LISTED ENTRIES:
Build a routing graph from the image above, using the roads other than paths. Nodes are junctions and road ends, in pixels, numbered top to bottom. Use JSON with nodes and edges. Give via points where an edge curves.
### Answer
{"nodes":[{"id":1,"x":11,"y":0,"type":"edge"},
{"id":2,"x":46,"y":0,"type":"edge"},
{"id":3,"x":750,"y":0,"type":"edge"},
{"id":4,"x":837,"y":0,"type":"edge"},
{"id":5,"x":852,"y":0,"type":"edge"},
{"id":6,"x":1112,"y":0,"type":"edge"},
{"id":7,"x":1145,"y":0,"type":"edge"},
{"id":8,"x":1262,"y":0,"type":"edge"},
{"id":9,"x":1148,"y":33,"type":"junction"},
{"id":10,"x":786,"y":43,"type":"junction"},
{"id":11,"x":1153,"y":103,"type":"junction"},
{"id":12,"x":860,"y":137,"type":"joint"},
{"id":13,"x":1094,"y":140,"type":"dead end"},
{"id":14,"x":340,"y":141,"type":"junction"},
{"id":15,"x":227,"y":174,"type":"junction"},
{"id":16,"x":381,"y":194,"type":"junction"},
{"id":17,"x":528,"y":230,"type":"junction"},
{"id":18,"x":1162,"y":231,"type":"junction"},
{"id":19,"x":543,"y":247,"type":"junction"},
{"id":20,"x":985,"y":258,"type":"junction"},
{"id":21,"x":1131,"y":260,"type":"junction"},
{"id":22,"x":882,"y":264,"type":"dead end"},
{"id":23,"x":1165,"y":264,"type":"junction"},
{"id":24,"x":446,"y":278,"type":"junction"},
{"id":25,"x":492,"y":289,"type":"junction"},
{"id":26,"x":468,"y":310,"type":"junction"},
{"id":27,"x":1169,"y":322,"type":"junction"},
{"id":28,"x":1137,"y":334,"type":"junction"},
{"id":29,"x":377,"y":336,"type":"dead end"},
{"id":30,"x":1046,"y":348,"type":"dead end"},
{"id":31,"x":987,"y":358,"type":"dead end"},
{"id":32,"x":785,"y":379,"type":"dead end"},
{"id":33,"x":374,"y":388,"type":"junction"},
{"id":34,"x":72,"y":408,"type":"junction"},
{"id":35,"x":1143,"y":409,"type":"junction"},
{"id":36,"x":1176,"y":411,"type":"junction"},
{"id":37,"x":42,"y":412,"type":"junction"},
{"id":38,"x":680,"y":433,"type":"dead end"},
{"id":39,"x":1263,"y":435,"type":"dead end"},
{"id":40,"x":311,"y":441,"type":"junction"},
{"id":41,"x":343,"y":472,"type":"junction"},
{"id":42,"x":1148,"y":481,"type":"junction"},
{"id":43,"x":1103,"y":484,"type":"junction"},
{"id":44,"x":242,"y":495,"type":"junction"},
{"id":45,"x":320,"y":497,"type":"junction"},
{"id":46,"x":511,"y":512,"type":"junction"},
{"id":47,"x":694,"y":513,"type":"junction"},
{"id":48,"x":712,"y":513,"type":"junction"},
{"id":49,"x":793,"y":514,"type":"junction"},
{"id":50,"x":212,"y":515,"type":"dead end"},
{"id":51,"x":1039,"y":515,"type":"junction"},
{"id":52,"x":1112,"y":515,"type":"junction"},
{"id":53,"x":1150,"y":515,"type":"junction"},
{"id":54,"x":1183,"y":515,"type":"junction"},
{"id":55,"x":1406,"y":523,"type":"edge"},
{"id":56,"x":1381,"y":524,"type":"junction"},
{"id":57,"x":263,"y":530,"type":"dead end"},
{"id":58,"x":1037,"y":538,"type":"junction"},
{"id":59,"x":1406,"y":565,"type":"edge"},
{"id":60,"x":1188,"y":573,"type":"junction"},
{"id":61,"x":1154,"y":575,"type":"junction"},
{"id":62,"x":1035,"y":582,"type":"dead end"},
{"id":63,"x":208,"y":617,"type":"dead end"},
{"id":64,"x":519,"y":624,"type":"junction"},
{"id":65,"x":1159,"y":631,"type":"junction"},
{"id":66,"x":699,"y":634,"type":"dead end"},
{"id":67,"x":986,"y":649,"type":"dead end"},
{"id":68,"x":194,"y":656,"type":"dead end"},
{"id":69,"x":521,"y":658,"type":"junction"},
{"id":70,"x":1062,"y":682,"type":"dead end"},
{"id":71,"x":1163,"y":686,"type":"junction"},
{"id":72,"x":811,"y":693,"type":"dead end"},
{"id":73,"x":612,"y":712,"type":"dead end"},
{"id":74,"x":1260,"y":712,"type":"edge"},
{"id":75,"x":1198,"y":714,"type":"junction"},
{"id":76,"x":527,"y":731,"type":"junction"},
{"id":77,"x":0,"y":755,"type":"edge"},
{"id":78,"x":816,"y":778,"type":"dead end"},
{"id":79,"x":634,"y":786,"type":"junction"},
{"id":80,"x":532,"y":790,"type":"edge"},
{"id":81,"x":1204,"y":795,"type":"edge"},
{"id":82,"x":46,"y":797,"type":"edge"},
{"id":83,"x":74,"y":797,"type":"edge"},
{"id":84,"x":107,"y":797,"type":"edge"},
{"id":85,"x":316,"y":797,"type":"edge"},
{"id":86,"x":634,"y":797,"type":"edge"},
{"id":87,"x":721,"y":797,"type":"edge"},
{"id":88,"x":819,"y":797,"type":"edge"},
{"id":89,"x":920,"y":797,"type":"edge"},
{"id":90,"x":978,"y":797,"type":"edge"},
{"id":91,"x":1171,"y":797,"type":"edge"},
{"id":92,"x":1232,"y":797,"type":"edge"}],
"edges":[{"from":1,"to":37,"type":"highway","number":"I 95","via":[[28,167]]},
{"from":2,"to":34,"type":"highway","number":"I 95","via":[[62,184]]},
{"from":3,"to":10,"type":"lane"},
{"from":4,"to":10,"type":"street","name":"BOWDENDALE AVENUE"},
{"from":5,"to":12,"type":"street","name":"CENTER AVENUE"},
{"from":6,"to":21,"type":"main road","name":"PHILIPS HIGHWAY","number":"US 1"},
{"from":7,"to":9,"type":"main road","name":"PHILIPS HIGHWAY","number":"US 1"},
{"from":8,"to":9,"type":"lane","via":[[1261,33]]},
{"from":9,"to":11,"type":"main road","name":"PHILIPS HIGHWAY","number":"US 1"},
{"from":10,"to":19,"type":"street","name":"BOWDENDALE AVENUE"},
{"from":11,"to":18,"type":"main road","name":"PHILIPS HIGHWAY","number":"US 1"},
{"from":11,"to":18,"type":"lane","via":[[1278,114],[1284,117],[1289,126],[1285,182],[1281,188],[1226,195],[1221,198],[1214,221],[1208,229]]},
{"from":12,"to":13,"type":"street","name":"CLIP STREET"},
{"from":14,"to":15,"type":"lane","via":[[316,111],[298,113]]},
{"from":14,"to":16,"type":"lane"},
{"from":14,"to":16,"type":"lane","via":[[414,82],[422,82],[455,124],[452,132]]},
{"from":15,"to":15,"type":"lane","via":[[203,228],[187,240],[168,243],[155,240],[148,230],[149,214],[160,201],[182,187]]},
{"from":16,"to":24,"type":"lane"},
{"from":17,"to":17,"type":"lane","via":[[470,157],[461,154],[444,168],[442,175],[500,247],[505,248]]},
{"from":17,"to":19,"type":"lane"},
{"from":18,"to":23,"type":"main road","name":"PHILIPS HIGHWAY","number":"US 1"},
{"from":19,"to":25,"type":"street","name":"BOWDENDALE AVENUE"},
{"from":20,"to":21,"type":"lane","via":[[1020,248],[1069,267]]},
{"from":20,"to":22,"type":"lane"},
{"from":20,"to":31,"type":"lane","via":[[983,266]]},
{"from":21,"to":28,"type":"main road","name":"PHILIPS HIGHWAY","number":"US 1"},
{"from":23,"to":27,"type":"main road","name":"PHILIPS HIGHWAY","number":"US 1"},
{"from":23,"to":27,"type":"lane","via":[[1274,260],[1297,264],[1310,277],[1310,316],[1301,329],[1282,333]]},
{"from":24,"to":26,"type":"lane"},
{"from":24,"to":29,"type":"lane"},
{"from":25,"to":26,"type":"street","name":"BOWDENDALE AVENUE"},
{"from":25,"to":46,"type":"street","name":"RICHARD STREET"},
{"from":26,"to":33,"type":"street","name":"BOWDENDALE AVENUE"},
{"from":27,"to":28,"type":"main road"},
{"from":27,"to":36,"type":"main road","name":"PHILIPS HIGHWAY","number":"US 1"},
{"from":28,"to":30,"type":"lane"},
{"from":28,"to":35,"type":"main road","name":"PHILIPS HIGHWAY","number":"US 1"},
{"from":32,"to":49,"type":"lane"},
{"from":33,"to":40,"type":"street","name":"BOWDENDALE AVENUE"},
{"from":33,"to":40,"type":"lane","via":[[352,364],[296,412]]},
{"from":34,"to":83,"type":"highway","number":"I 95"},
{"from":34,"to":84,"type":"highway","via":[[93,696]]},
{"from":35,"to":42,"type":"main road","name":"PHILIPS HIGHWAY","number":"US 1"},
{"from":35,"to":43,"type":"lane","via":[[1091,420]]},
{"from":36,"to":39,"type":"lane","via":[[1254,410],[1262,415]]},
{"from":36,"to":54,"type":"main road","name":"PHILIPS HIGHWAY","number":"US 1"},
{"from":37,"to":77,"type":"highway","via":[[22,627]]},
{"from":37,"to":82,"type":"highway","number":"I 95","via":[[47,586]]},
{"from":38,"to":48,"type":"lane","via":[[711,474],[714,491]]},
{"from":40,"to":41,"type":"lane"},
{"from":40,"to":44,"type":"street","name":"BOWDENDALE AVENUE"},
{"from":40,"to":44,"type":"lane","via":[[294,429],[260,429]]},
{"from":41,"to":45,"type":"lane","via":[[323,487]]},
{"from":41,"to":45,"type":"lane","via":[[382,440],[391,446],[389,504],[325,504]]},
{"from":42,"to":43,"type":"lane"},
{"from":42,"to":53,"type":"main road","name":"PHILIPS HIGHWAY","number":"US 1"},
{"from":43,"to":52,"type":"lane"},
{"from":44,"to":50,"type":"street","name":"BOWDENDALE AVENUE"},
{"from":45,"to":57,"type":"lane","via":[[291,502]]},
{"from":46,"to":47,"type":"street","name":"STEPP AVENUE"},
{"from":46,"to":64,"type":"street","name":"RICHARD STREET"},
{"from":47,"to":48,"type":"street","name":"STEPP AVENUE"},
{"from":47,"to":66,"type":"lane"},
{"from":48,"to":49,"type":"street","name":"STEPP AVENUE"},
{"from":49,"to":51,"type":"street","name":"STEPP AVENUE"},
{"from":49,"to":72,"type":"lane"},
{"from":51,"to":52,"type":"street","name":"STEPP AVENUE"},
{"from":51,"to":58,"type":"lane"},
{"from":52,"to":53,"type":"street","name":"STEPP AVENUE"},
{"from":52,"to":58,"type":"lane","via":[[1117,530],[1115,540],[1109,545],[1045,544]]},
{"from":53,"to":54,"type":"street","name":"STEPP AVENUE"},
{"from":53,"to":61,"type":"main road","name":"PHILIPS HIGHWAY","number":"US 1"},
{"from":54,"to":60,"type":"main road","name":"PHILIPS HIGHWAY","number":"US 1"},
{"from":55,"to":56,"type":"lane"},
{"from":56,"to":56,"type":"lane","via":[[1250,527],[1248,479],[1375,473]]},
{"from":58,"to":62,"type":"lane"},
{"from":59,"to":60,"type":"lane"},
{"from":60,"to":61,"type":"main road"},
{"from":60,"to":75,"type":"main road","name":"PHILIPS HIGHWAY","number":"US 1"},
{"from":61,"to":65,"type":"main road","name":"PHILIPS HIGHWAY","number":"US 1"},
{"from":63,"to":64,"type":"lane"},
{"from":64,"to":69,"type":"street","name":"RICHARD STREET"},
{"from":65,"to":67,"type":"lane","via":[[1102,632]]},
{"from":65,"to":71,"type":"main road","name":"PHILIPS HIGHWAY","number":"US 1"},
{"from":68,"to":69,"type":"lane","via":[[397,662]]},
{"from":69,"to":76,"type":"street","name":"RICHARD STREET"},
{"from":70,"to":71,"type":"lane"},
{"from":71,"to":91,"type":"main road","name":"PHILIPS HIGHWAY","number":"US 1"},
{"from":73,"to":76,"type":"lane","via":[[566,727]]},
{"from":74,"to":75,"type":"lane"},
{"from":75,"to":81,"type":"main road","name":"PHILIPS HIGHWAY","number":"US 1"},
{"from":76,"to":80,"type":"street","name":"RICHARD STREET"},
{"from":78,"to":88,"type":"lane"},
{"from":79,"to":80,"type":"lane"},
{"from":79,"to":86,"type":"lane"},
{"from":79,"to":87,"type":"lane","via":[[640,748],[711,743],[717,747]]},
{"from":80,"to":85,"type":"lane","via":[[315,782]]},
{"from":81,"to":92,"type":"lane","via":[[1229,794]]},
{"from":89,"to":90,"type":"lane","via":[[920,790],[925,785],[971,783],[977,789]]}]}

INSTRUCTIONS TO FOLLOW: Copy whichever lines above contain the string "RICHARD".

YOUR SOLUTION:
{"from":25,"to":46,"type":"street","name":"RICHARD STREET"},
{"from":46,"to":64,"type":"street","name":"RICHARD STREET"},
{"from":64,"to":69,"type":"street","name":"RICHARD STREET"},
{"from":69,"to":76,"type":"street","name":"RICHARD STREET"},
{"from":76,"to":80,"type":"street","name":"RICHARD STREET"},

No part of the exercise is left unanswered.